TASK DESCRIPTION:
Please give every record below again exactly, and keep the pictures out.

Data excerpts:
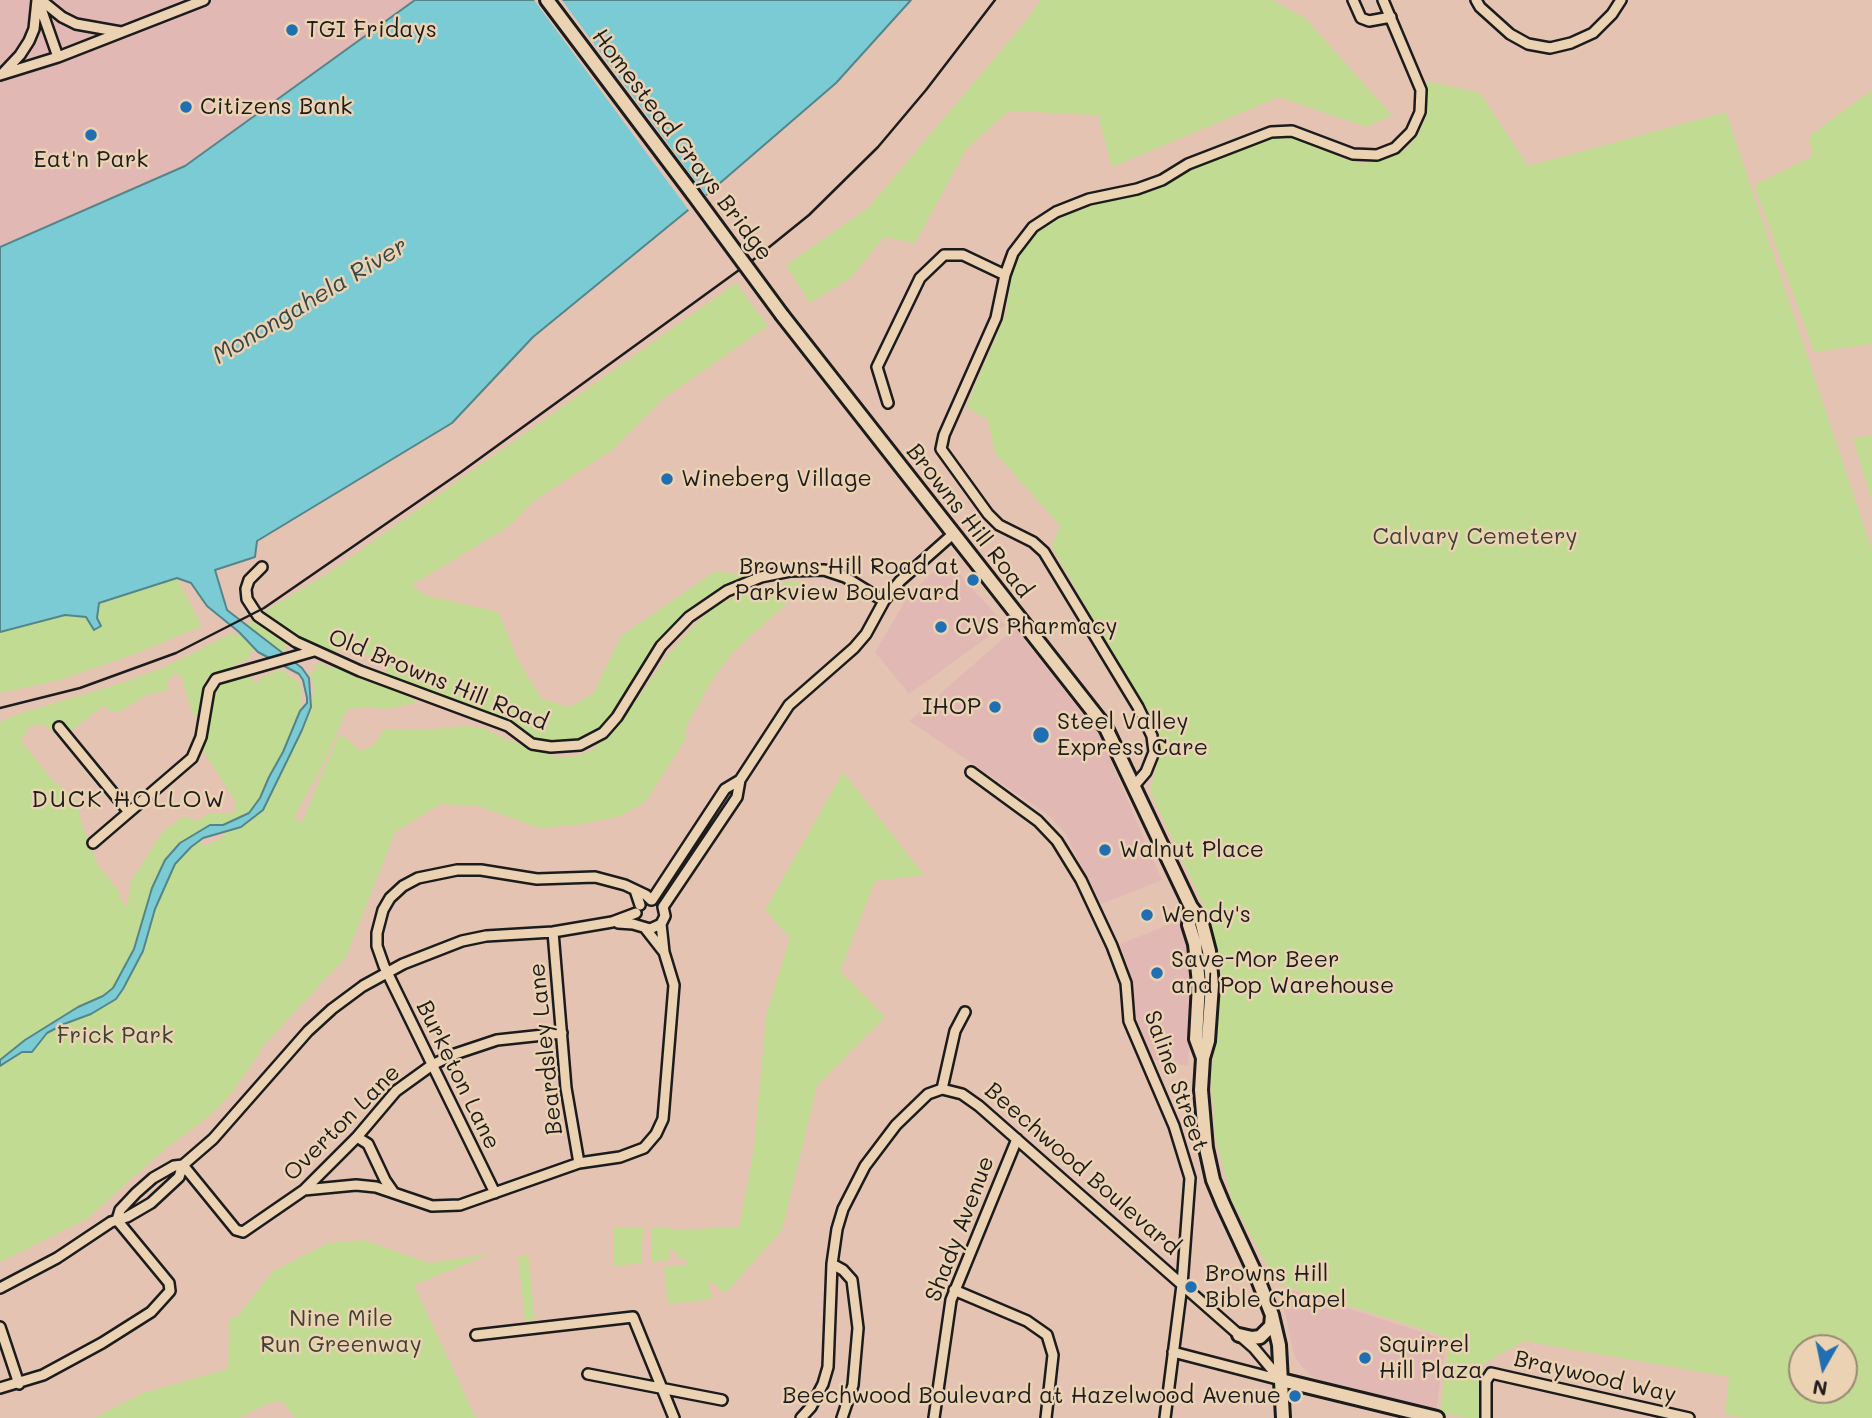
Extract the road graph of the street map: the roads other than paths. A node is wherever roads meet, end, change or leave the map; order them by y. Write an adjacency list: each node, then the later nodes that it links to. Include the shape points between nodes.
1 (39, 0): 9 (street, via 76,24); 10 (street); 11 (street, via 29,41)
2 (204, 0): 9 (street)
3 (547, 0): 13 (main road, Homestead Grays Bridge, bridge)
4 (1353, 0): 8 (street, via 1361,18)
5 (1383, 0): 8 (street)
6 (1476, 0): 7 (street, via 1510,34 1550,48 1593,33)
7 (1620, 0)
8 (1391, 17): 12 (street, via 1421,90 1420,112 1411,132 1395,148 1377,155 1353,154 1292,131 1271,132 1188,164 1162,180 1056,212 1033,227 1013,253)
9 (123, 33): 10 (street)
10 (58, 57): 11 (street)
11 (1, 75)
12 (1005, 275): 14 (street, via 963,255 944,255 920,278 877,367); 22 (street, via 996,318 941,449 988,514 1044,552 1138,707 1154,752)
13 (782, 315): 15 (main road, Browns Hill Road)
14 (888, 403)
15 (953, 534): 17 (street); 22 (main road, Browns Hill Road, via 1107,728)
16 (262, 567): 18 (street, Old Browns Hill Road, via 249,580 246,595 258,616)
17 (884, 601): 18 (street, Old Browns Hill Road, via 824,570 761,577 727,592 689,617 661,646 610,725 580,745 532,744 508,726); 21 (street, via 854,648 789,705)
18 (309, 652): 23 (street, via 224,676 211,684 192,758)
19 (59, 727): 23 (street)
20 (971, 772): 48 (street, Saline Street, via 1038,821 1057,841 1082,880 1112,946 1126,983 1129,1021 1174,1126 1190,1178)
21 (740, 780): 26 (street, via 725,789); 27 (street, via 737,797)
22 (1134, 786): 51 (main road, Browns Hill Road, via 1191,907 1189,925 1199,984 1196,1039 1203,1058 1202,1119 1213,1180)
23 (128, 811): 24 (street)
24 (93, 843)
25 (635, 890): 26 (street, Burketon Lane); 28 (street); 34 (street, Burketon Lane, via 595,877 537,879 481,870 418,878 390,898 379,920 377,946)
26 (652, 900): 27 (street); 28 (street)
27 (663, 907): 30 (street)
28 (638, 909): 29 (street); 31 (street)
29 (612, 922): 31 (street); 32 (street)
30 (661, 925): 31 (street); 33 (street)
31 (644, 927): 33 (street)
32 (553, 932): 34 (street, via 462,941); 36 (street, Beardsley Lane)
33 (664, 952): 41 (street, via 674,985 663,1119 644,1148)
34 (387, 973): 37 (street, Burketon Lane); 42 (street, via 363,985 308,1031 244,1107)
35 (965, 1012): 38 (street, via 955,1031)
36 (562, 1033): 37 (street, Overton Lane, via 497,1040); 41 (street, Beardsley Lane)
37 (432, 1065): 39 (street, Overton Lane, via 396,1091); 45 (street, Burketon Lane)
38 (942, 1089): 40 (street, Beechwood Boulevard, via 968,1097); 47 (street, via 928,1094 904,1117 865,1166 843,1209)
39 (357, 1137): 43 (street, Overton Lane); 44 (street, via 368,1144)
40 (1017, 1139): 48 (street, Beechwood Boulevard); 50 (street, Shady Avenue)
41 (579, 1163): 45 (street)
42 (183, 1165): 43 (street, Overton Lane, via 239,1232); 46 (street, via 166,1191); 46 (street, via 153,1178 120,1210)
43 (304, 1190): 44 (street, via 356,1185)
44 (394, 1193): 45 (street, via 432,1206 460,1205)
45 (495, 1194)
46 (117, 1220): 49 (street); 58 (street, via 169,1283 170,1291 150,1312 103,1343)
47 (832, 1264): 62 (street, via 828,1367); 67 (street, via 852,1280 858,1328 853,1385)
48 (1182, 1285): 54 (street, Beechwood Boulevard); 55 (street, Saline Street)
49 (0, 1288)
50 (954, 1290): 68 (street, Shady Avenue); 69 (street, via 1027,1321 1046,1335 1053,1355)
51 (1272, 1315): 54 (main road, via 1270,1326 1260,1337); 57 (main road, Browns Hill Road)
52 (0, 1327): 58 (street)
53 (476, 1335): 59 (street, via 633,1317)
54 (1239, 1335): 57 (street, Beechwood Boulevard)
55 (1173, 1352): 57 (street); 70 (street, Saline Street)
56 (588, 1374): 59 (street)
57 (1281, 1380): 63 (main road); 71 (main road)
58 (19, 1384): 60 (street)
59 (662, 1387): 61 (street); 64 (street)
60 (0, 1388)
61 (722, 1400)
62 (811, 1407): 65 (street); 66 (street)
63 (1385, 1412): 72 (main road)
64 (674, 1418)
65 (802, 1418)
66 (816, 1418)
67 (842, 1418)
68 (934, 1418)
69 (1046, 1418)
70 (1165, 1418)
71 (1283, 1418)
72 (1437, 1418)
73 (1486, 1418): 74 (street, Braywood Way, via 1486,1381 1491,1373)
74 (1689, 1418)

OUTPUT OF THE TASK:
Extract the road graph of the street map: the roads other than paths. A node is wherever roads meet, end, change or leave the map; order them by y. Write an adjacency list: each node, then the later nodes that it links to. Include the shape points between nodes.
1 (39, 0): 9 (street, via 76,24); 10 (street); 11 (street, via 29,41)
2 (204, 0): 9 (street)
3 (547, 0): 13 (main road, Homestead Grays Bridge, bridge)
4 (1353, 0): 8 (street, via 1361,18)
5 (1383, 0): 8 (street)
6 (1476, 0): 7 (street, via 1510,34 1550,48 1593,33)
7 (1620, 0)
8 (1391, 17): 12 (street, via 1421,90 1420,112 1411,132 1395,148 1377,155 1353,154 1292,131 1271,132 1188,164 1162,180 1056,212 1033,227 1013,253)
9 (123, 33): 10 (street)
10 (58, 57): 11 (street)
11 (1, 75)
12 (1005, 275): 14 (street, via 963,255 944,255 920,278 877,367); 22 (street, via 996,318 941,449 988,514 1044,552 1138,707 1154,752)
13 (782, 315): 15 (main road, Browns Hill Road)
14 (888, 403)
15 (953, 534): 17 (street); 22 (main road, Browns Hill Road, via 1107,728)
16 (262, 567): 18 (street, Old Browns Hill Road, via 249,580 246,595 258,616)
17 (884, 601): 18 (street, Old Browns Hill Road, via 824,570 761,577 727,592 689,617 661,646 610,725 580,745 532,744 508,726); 21 (street, via 854,648 789,705)
18 (309, 652): 23 (street, via 224,676 211,684 192,758)
19 (59, 727): 23 (street)
20 (971, 772): 48 (street, Saline Street, via 1038,821 1057,841 1082,880 1112,946 1126,983 1129,1021 1174,1126 1190,1178)
21 (740, 780): 26 (street, via 725,789); 27 (street, via 737,797)
22 (1134, 786): 51 (main road, Browns Hill Road, via 1191,907 1189,925 1199,984 1196,1039 1203,1058 1202,1119 1213,1180)
23 (128, 811): 24 (street)
24 (93, 843)
25 (635, 890): 26 (street, Burketon Lane); 28 (street); 34 (street, Burketon Lane, via 595,877 537,879 481,870 418,878 390,898 379,920 377,946)
26 (652, 900): 27 (street); 28 (street)
27 (663, 907): 30 (street)
28 (638, 909): 29 (street); 31 (street)
29 (612, 922): 31 (street); 32 (street)
30 (661, 925): 31 (street); 33 (street)
31 (644, 927): 33 (street)
32 (553, 932): 34 (street, via 462,941); 36 (street, Beardsley Lane)
33 (664, 952): 41 (street, via 674,985 663,1119 644,1148)
34 (387, 973): 37 (street, Burketon Lane); 42 (street, via 363,985 308,1031 244,1107)
35 (965, 1012): 38 (street, via 955,1031)
36 (562, 1033): 37 (street, Overton Lane, via 497,1040); 41 (street, Beardsley Lane)
37 (432, 1065): 39 (street, Overton Lane, via 396,1091); 45 (street, Burketon Lane)
38 (942, 1089): 40 (street, Beechwood Boulevard, via 968,1097); 47 (street, via 928,1094 904,1117 865,1166 843,1209)
39 (357, 1137): 43 (street, Overton Lane); 44 (street, via 368,1144)
40 (1017, 1139): 48 (street, Beechwood Boulevard); 50 (street, Shady Avenue)
41 (579, 1163): 45 (street)
42 (183, 1165): 43 (street, Overton Lane, via 239,1232); 46 (street, via 166,1191); 46 (street, via 153,1178 120,1210)
43 (304, 1190): 44 (street, via 356,1185)
44 (394, 1193): 45 (street, via 432,1206 460,1205)
45 (495, 1194)
46 (117, 1220): 49 (street); 58 (street, via 169,1283 170,1291 150,1312 103,1343)
47 (832, 1264): 62 (street, via 828,1367); 67 (street, via 852,1280 858,1328 853,1385)
48 (1182, 1285): 54 (street, Beechwood Boulevard); 55 (street, Saline Street)
49 (0, 1288)
50 (954, 1290): 68 (street, Shady Avenue); 69 (street, via 1027,1321 1046,1335 1053,1355)
51 (1272, 1315): 54 (main road, via 1270,1326 1260,1337); 57 (main road, Browns Hill Road)
52 (0, 1327): 58 (street)
53 (476, 1335): 59 (street, via 633,1317)
54 (1239, 1335): 57 (street, Beechwood Boulevard)
55 (1173, 1352): 57 (street); 70 (street, Saline Street)
56 (588, 1374): 59 (street)
57 (1281, 1380): 63 (main road); 71 (main road)
58 (19, 1384): 60 (street)
59 (662, 1387): 61 (street); 64 (street)
60 (0, 1388)
61 (722, 1400)
62 (811, 1407): 65 (street); 66 (street)
63 (1385, 1412): 72 (main road)
64 (674, 1418)
65 (802, 1418)
66 (816, 1418)
67 (842, 1418)
68 (934, 1418)
69 (1046, 1418)
70 (1165, 1418)
71 (1283, 1418)
72 (1437, 1418)
73 (1486, 1418): 74 (street, Braywood Way, via 1486,1381 1491,1373)
74 (1689, 1418)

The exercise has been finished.